Results of Indices Analyses of Consultation Between OHS and SSEs Presented as M (SD) and Median
Note. Independent t tests and Mann–Whitney U test. OHS = occupational health services; SSE = small-scale enterprises.
p < .001.
Marketing
The Swedish and Norwegian OHSs were similar in terms of direct marketing to companies of any size. Half of the Norwegian (50.9%, n = 27) and half of the Swedish (54.5%, n = 18) OHSs promoted their services on the open market, with no significant difference between the countries. For those who conducted direct marketing, the preferred channels were digital (e.g., social media, e-mail, and web pages: 17.2% in Norway and 17.6% in Sweden), or direct contact with customers (e.g., meetings with or visits to customers: 18.4% in Norway and 15.7% in Sweden). Both marketing types showed no significant difference between countries. The majority of the OHSs did not specifically direct their marketing toward SSEs (83% in Norway and 75.8% in Sweden). A significantly larger proportion of the Norwegian OHSs had developed special offers for their smallest customers compared with Swedish OHSs (32.1% vs. 6.1%, respectively, p = .006).
Communication and Cooperation
More than half of the Norwegian and Swedish OHSs are rarely contracted by organizations that support the leaders of small enterprises (65.5% and 57.6%, respectively). Cooperation with projects to develop and support SSEs are somewhat more common in Norway than in Sweden, but the majority of OHSs in both countries do not participate in these projects (65.5% and 81.1% in Norway and Sweden, respectively).
Similar frequencies of contact between OHSs and their customers were found in Norway and Sweden. Almost all OHSs reported that they were in contact annually or more often; 96.3% of Norwegians and 95.7% of Swedes were in contact with their entrepreneur customers (no employees) at least once a year, and for SSEs with less than 20 employees, the yearly contact was 100% and 98%, respectively. Both Norwegian and Swedish OHSs estimated that most entrepreneurs and SSEs were satisfied or pleased with their services (Norway: entrepreneurs 97.5%, SSEs 98% were pleased; Sweden: entrepreneurs and SSEs, 100% were pleased).
The Future of OHS in Norway and Sweden
OHSs in both countries reported that to better benefit and include SSEs in the future, customers needed to become more knowledgeable about OHSs (Norway: 72.9%, n = 35; Sweden: 87.5%, n = 24). Swedish OHSs reported that increased official reimbursement from social insurance and tax deductions as well as more cooperation with trade unions would benefit SSEs as consumers of OHSs (all 53.6%, n = 15). The Norwegian OHSs wanted more standardized instructions on how to handle SSEs’ OHS needs and SSE competence in procuring appropriate OHS services (both questions 50%, n = 24).
According to Swedish OHSs, the least important need was cooperation with other OHS units (7.1%, n = 2) and business advisory services (14.3%, n = 4), and increasing OHS skills (14.3%, n = 4).

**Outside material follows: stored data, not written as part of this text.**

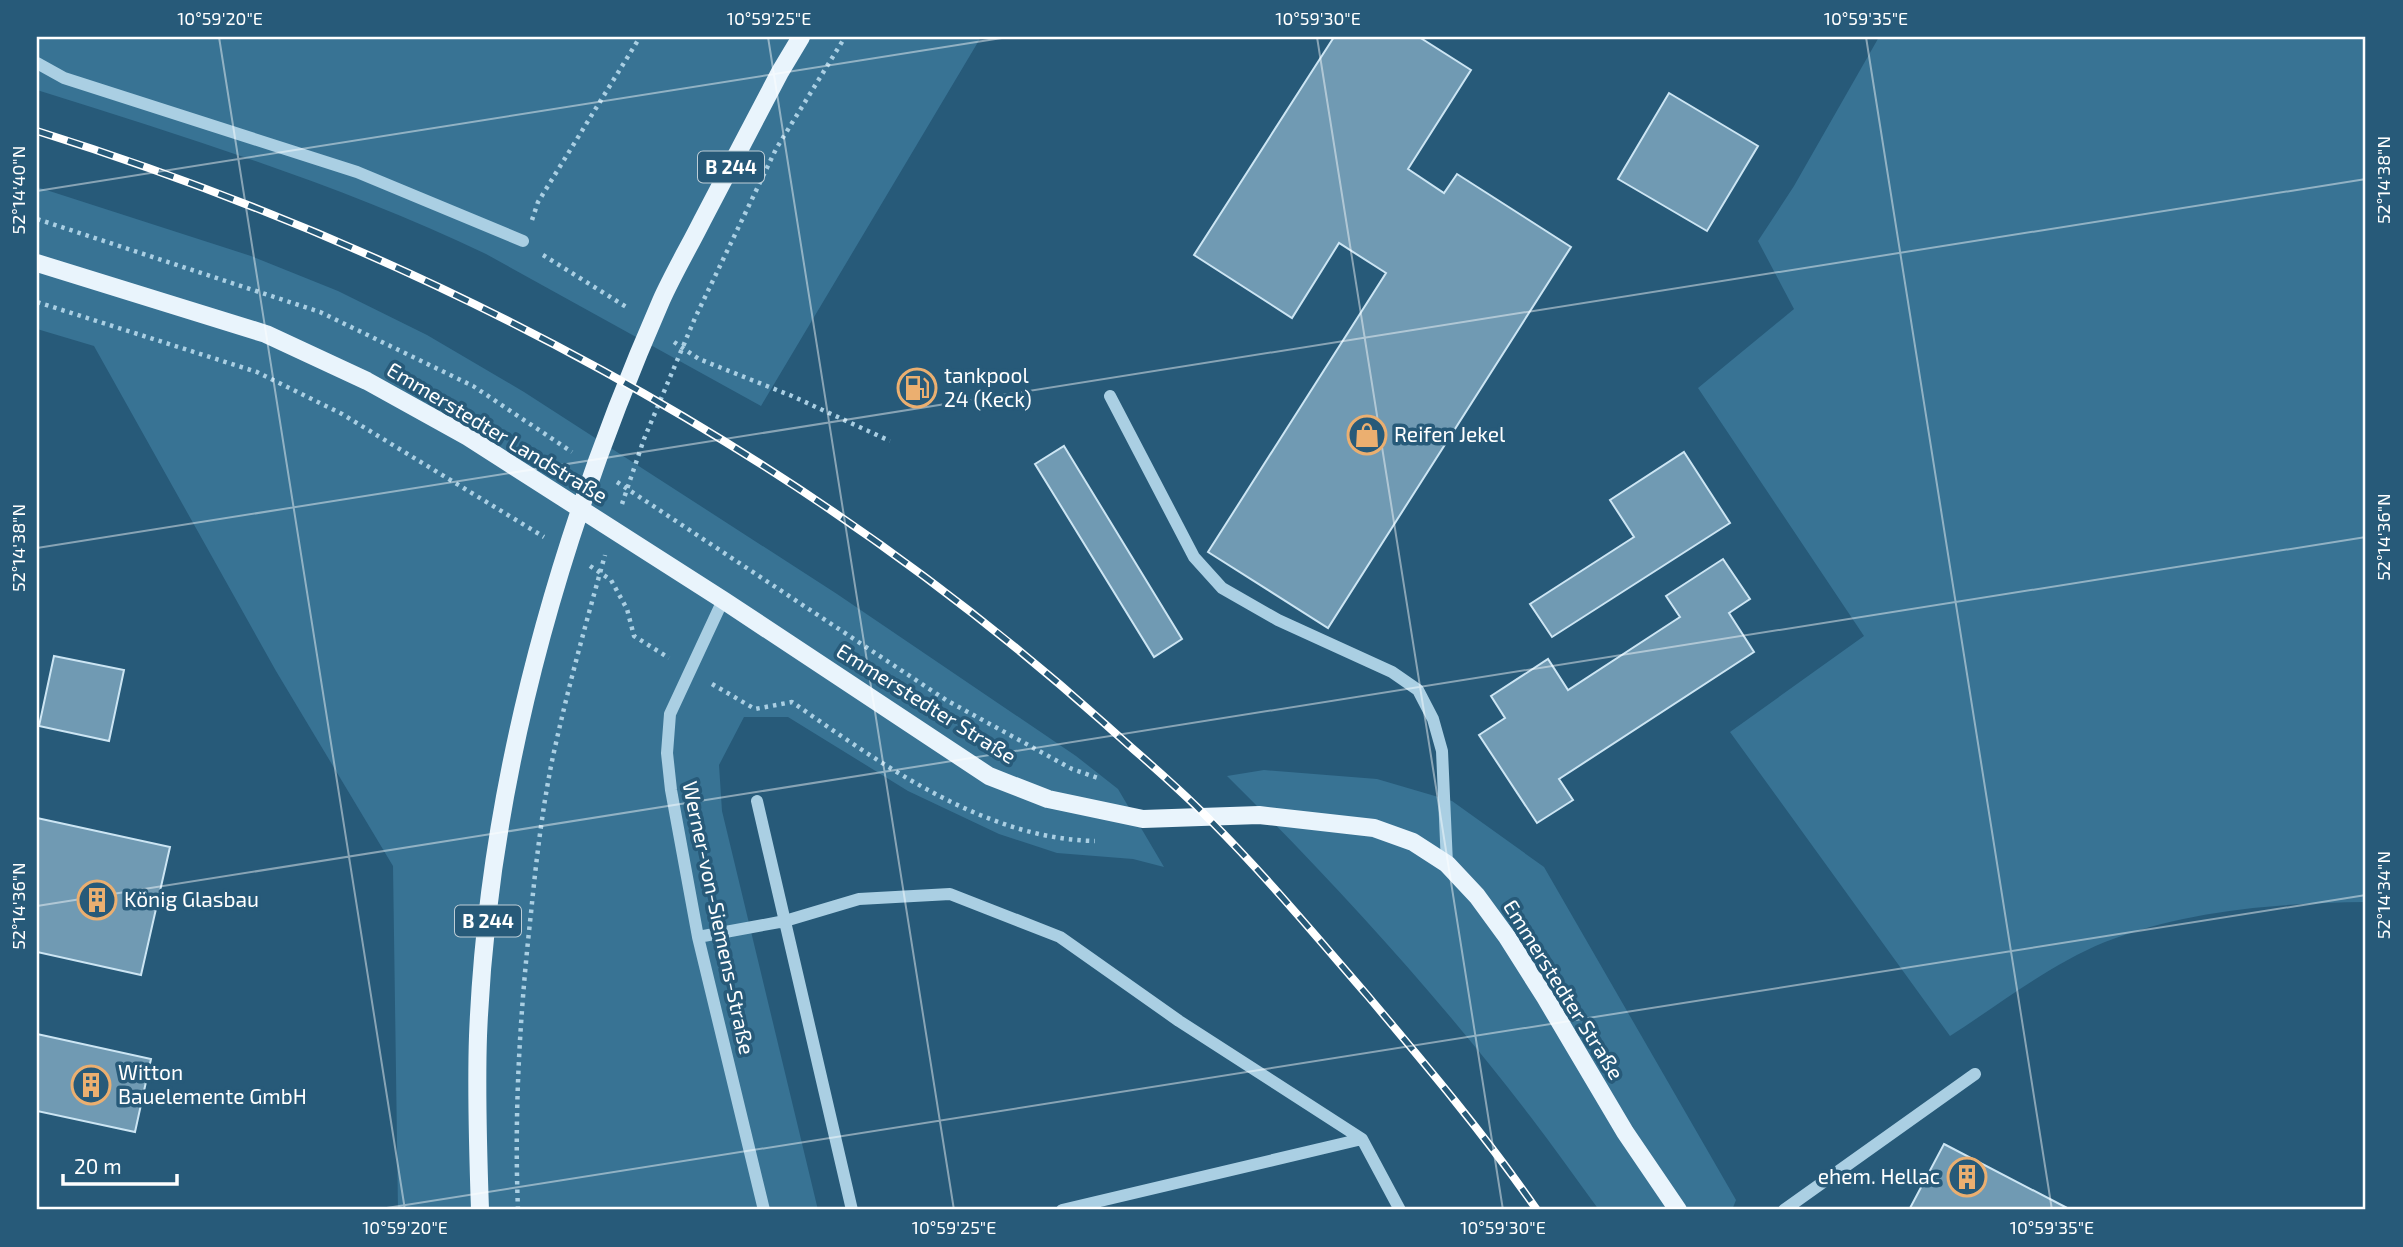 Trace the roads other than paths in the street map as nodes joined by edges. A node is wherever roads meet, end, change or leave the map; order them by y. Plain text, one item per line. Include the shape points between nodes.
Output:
1 (801, 37) edge
2 (37, 63) edge
3 (523, 241) dead end
4 (37, 263) edge
5 (1110, 396) dead end
6 (723, 600) junction
7 (757, 801) dead end
8 (1447, 864) junction
9 (785, 921) junction
10 (698, 937) junction
11 (1975, 1074) dead end
12 (1362, 1139) junction
13 (480, 1210) edge
14 (764, 1210) edge
15 (852, 1210) edge
16 (1062, 1210) edge
17 (1400, 1210) edge
18 (1678, 1210) edge
19 (1784, 1210) edge

1 - 13 main road, B 244 via 662,298 607,433 541,636 500,828 486,935 478,1037
2 - 3 street via 64,78 357,172
4 - 6 main road, Emmerstedter Landstraße via 266,334 367,381 468,437
5 - 8 street via 1194,557 1222,588 1278,620 1392,672 1418,690 1433,719 1441,751
6 - 8 main road, Emmerstedter Straße via 989,776 1048,799 1143,819 1259,815 1374,828 1413,842
6 - 10 street, Werner-von-Siemens-Straße via 670,714 667,754
7 - 9 street
8 - 18 main road, Emmerstedter Straße via 1507,937 1625,1132
9 - 10 street
9 - 12 street via 859,899 950,894 1060,937 1179,1021
9 - 15 street
10 - 14 street, Werner-von-Siemens-Straße
11 - 19 street
12 - 16 street
12 - 17 street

In Norway, the least important need was to develop systems that support SSEs and the self-employed to buy OHS collectively (6.3%, n = 3), OHS cooperation in business development projects (12.5%, n = 6), and reduction of bureaucracy (14.6%, n = 7).
Qualitative Analyses
The open-ended questions, “What is your biggest challenge in working with small-scale enterprises?” and “How could these challenges be solved?” were optional; 21 Norwegian OHSs and 14 Swedish OHSs responded.
Category 1: Challenges for SSEs Working With OHSM
In this category, the OHSs identified the challenges they perceived SSEs had in working with OHSM, including financial conditions and legislation related to SSEs, and involvement and interest from SSEs in occupational health issues.

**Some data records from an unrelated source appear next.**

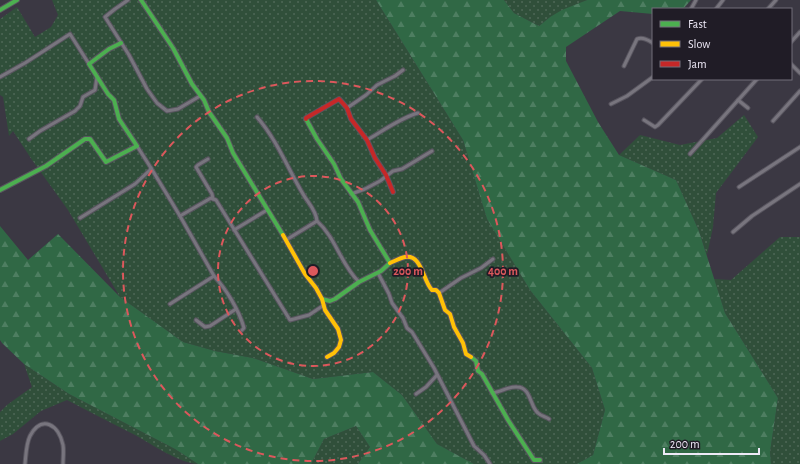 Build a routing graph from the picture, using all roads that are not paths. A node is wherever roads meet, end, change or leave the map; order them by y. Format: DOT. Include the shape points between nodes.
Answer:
graph roads {
  1 [pos="17,0"];
  2 [pos="128,0"];
  3 [pos="141,0"];
  4 [pos="723,0"];
  5 [pos="776,0"];
  6 [pos="717,8"];
  7 [pos="769,8"];
  8 [pos="0,10"];
  9 [pos="800,32"];
  10 [pos="792,41"];
  11 [pos="652,42"];
  12 [pos="121,43"];
  13 [pos="89,64"];
  14 [pos="792,65"];
  15 [pos="624,66"];
  16 [pos="403,70"];
  17 [pos="800,73"];
  18 [pos="0,77"];
  19 [pos="97,77"];
  20 [pos="652,78"];
  21 [pos="701,80"];
  22 [pos="756,80"];
  23 [pos="800,91"];
  24 [pos="200,96"];
  25 [pos="738,100"];
  26 [pos="611,104"];
  27 [pos="347,108"];
  28 [pos="748,108"];
  29 [pos="418,113"];
  30 [pos="257,118"];
  31 [pos="644,120"];
  32 [pos="773,121"];
  33 [pos="29,139"];
  34 [pos="367,140"];
  35 [pos="137,146"];
  36 [pos="800,147"];
  37 [pos="432,151"];
  38 [pos="690,154"];
  39 [pos="208,159"];
  40 [pos="151,168"];
  41 [pos="386,175"];
  42 [pos="800,184"];
  43 [pos="739,187"];
  44 [pos="0,190"];
  45 [pos="393,192"];
  46 [pos="351,194"];
  47 [pos="213,199"];
  48 [pos="267,210"];
  49 [pos="180,216"];
  50 [pos="80,218"];
  51 [pos="317,221"];
  52 [pos="234,230"];
  53 [pos="733,232"];
  54 [pos="286,240"];
  55 [pos="493,259"];
  56 [pos="390,262"];
  57 [pos="378,273"];
  58 [pos="214,276"];
  59 [pos="359,282"];
  60 [pos="439,293"];
  61 [pos="322,299"];
  62 [pos="170,304"];
  63 [pos="324,305"];
  64 [pos="236,309"];
  65 [pos="196,320"];
  66 [pos="242,330"];
  67 [pos="327,357"];
  68 [pos="437,375"];
  69 [pos="492,393"];
  70 [pos="416,394"];
  71 [pos="550,419"];
  72 [pos="540,460"];
  73 [pos="25,464"];
  74 [pos="63,464"];
  75 [pos="490,464"];
  1 -- 8 [label="street"];
  2 -- 12 [label="street" via="105,18"];
  3 -- 24 [label="street" via="173,48"];
  4 -- 6 [label="street"];
  5 -- 7 [label="street"];
  9 -- 10 [label="street"];
  11 -- 15 [label="street" via="641,38 637,40"];
  12 -- 13 [label="street"];
  12 -- 24 [label="street" via="147,89 157,103 167,111 178,109"];
  13 -- 18 [label="street" via="70,34"];
  13 -- 19 [label="street"];
  14 -- 17 [label="street"];
  16 -- 27 [label="street" via="377,85"];
  19 -- 33 [label="street" via="95,90 83,97 75,111"];
  19 -- 35 [label="street" via="118,104 117,113 120,120"];
  20 -- 26 [label="street"];
  21 -- 31 [label="street" via="658,125 655,127"];
  22 -- 25 [label="street"];
  23 -- 32 [label="street"];
  24 -- 48 [label="street"];
  25 -- 28 [label="street"];
  25 -- 38 [label="street"];
  27 -- 34 [label="street" via="351,119"];
  27 -- 46 [label="street" via="338,98 306,118"];
  29 -- 34 [label="street"];
  30 -- 51 [label="street" via="273,140 313,209"];
  34 -- 41 [label="street"];
  35 -- 40 [label="street"];
  35 -- 44 [label="street" via="106,162 90,139 85,139 46,166"];
  36 -- 43 [label="street"];
  37 -- 41 [label="street" via="414,163"];
  39 -- 47 [label="street" via="196,167"];
  40 -- 49 [label="street"];
  40 -- 50 [label="street" via="135,184"];
  41 -- 45 [label="street"];
  41 -- 46 [label="street" via="380,181"];
  42 -- 53 [label="street"];
  46 -- 56 [label="street" via="358,202 370,230"];
  47 -- 49 [label="street"];
  47 -- 52 [label="street"];
  48 -- 52 [label="street"];
  48 -- 54 [label="street"];
  49 -- 58 [label="street"];
  51 -- 54 [label="street"];
  51 -- 59 [label="street"];
  52 -- 63 [label="street" via="290,320 309,315"];
  54 -- 61 [label="street"];
  55 -- 60 [label="street"];
  56 -- 57 [label="street"];
  56 -- 60 [label="street" via="412,257 422,268 428,286"];
  57 -- 59 [label="street"];
  57 -- 68 [label="street" via="392,303"];
  58 -- 62 [label="street"];
  58 -- 64 [label="street"];
  59 -- 61 [label="street" via="335,299"];
  60 -- 69 [label="street" via="466,354 476,361 478,371"];
  61 -- 63 [label="street"];
  63 -- 67 [label="street" via="338,329 341,340 339,347"];
  64 -- 65 [label="street" via="210,326 205,327"];
  64 -- 66 [label="street" via="243,323"];
  68 -- 70 [label="street"];
  68 -- 75 [label="street" via="474,446"];
  69 -- 71 [label="street" via="509,388 523,388 537,413"];
  69 -- 72 [label="street" via="534,460"];
  73 -- 74 [label="street" via="30,438 42,423 52,426 63,443"];
}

The analysis showed that in Norway, the problems most frequently addressed concerned financial or legal matters. The client lacked either finances or willingness to spend money on OHSs. For Norwegian OHSs, regulations were hindering OHS access to small customers. Several Swedish OHSs reported that SSEs received lower priority from OHSs because the amount of time or effort spent and the cost per employee were not financially beneficial for the OHSs.
The companies can’t afford to pay for extra services. Very many of the businesses are not “including workplaces” and can’t utilize these support systems. (Norwegian OHS)
In the quote, the idea of including workplaces describes a specific agreement between social partners (e.g., unions, employers, or the government) in Norwegian industry. This agreement reduces absences and the proportion of employees working at less than full capacity in the labor market. Businesses that sign this agreement receive financial incentives for meeting the above-mentioned objectives.
To the respondents, administrative and legal matters that affect OHS for the SSEs appear to be too complicated to receive priority from an unskilled leader.
A lack of competence in HSE of the leaders of small companies. Hence, the leaders think there is too much demands on “paperwork” for HSE and will not place HSE high on the agenda in busy workdays. (Norwegian OHS)
The major concern for Swedish respondents was that they experienced little SSE interest in OHSs. This problem was frequently mentioned by OHSs in Norway as well.
It’s difficult when the customer only comes to us because it is needed in their collective labor agreement. They are rarely interested in our services, they only want a paper to be able to continue their work on e.g. raising a building. (Swedish OHS) They are basically not interested in HSE. And will therefore not have time to work with it. (Norwegian OHS)
An equally substantial number of Norwegian and Swedish responses concerned SSE leaders’ lack of knowledge and skills regarding safe work environments and the role of OHS in establishing and maintaining work environments focused on health and safety.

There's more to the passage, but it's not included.